Major structural disadvantages

According to the two Danish researchers, the share of renewable energies in China's power generation investments is 77% domestically (excluding large and medium-sized hydroelectric capacities), while it is only 22% abroad, for example, in the context of the Belt and Road Initiative. The second major contribution of this article is to study the institutional complementarities between the energy sector and its financial environment.

The authors show that, in addition to general obstacles to the development of renewable energies, such as higher initial costs and different revenue cycles, Chinese renewable energy companies face significant structural disadvantages compared to conventional energy companies in accessing financing for their overseas investments.

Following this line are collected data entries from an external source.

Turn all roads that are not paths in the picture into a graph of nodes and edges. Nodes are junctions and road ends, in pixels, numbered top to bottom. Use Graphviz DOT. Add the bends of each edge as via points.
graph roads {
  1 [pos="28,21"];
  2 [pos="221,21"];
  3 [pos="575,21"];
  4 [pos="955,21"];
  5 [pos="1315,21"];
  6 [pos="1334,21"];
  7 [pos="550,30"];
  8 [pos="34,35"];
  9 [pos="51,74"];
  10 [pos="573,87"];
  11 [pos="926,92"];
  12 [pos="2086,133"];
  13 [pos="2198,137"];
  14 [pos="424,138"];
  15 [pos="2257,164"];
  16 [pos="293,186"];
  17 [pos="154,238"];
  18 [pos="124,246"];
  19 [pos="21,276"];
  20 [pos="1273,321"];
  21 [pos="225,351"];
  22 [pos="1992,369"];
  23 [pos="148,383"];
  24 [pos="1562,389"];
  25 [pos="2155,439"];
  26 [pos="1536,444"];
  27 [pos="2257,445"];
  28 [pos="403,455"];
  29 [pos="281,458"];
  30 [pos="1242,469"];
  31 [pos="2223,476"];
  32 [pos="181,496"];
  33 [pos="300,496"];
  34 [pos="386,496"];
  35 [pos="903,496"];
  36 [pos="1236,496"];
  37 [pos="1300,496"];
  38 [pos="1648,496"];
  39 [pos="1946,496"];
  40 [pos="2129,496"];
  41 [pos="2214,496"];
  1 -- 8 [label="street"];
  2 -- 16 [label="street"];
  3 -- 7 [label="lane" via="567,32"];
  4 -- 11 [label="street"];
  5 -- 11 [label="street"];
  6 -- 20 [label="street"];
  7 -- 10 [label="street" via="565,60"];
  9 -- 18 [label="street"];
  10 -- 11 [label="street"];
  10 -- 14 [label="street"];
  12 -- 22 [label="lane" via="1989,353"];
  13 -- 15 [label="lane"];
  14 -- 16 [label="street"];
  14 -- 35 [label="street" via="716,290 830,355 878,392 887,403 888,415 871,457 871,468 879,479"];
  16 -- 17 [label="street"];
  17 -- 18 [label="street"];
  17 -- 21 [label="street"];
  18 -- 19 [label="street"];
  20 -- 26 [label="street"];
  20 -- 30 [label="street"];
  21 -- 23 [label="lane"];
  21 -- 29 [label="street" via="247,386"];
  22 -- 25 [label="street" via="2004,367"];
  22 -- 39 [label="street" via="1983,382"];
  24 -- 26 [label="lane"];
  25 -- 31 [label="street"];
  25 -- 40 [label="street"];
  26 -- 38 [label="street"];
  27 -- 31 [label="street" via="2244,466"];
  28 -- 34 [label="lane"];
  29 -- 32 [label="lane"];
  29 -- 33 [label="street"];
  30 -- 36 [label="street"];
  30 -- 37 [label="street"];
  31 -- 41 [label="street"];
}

The underlying reason is that the latter are largely state-owned, whereas the former are mainly privately-owned. This disadvantage is reflected in the Chinese financial system's preference for state-owned companies. Admittedly, some state-owned companies are diversifying into renewables, but this is still relatively minor.

No energy transition without financial sector reform

What lessons can be drawn? In the case of China, there are several possible avenues for reform of the main financial players to restore a balance in favor of renewable energies, through greater (rather than less) state intervention. Among the various policy options, two in particular stand out.

The first is to change the behavior of the two largest sources of financing for overseas energy investments, the China Development Bank and the Eximbank of China (specialized in import-export), over which the Chinese government has complete authority since they are state-owned banks. It can also influence the decisions of the four largest commercial banks - Industrial and Commercial Bank of China, Bank of China and China Construction Bank - because the State is their main shareholder.

Beyond the case of China and its specific institutional features, this study confirms that there can be no energy transition without reform of the financial sector, and no carbon neutrality without reorienting the financial system towards this objective. The market alone will not be able to deliver the right signals; the role of public authorities, at both national and international level, is absolutely essential.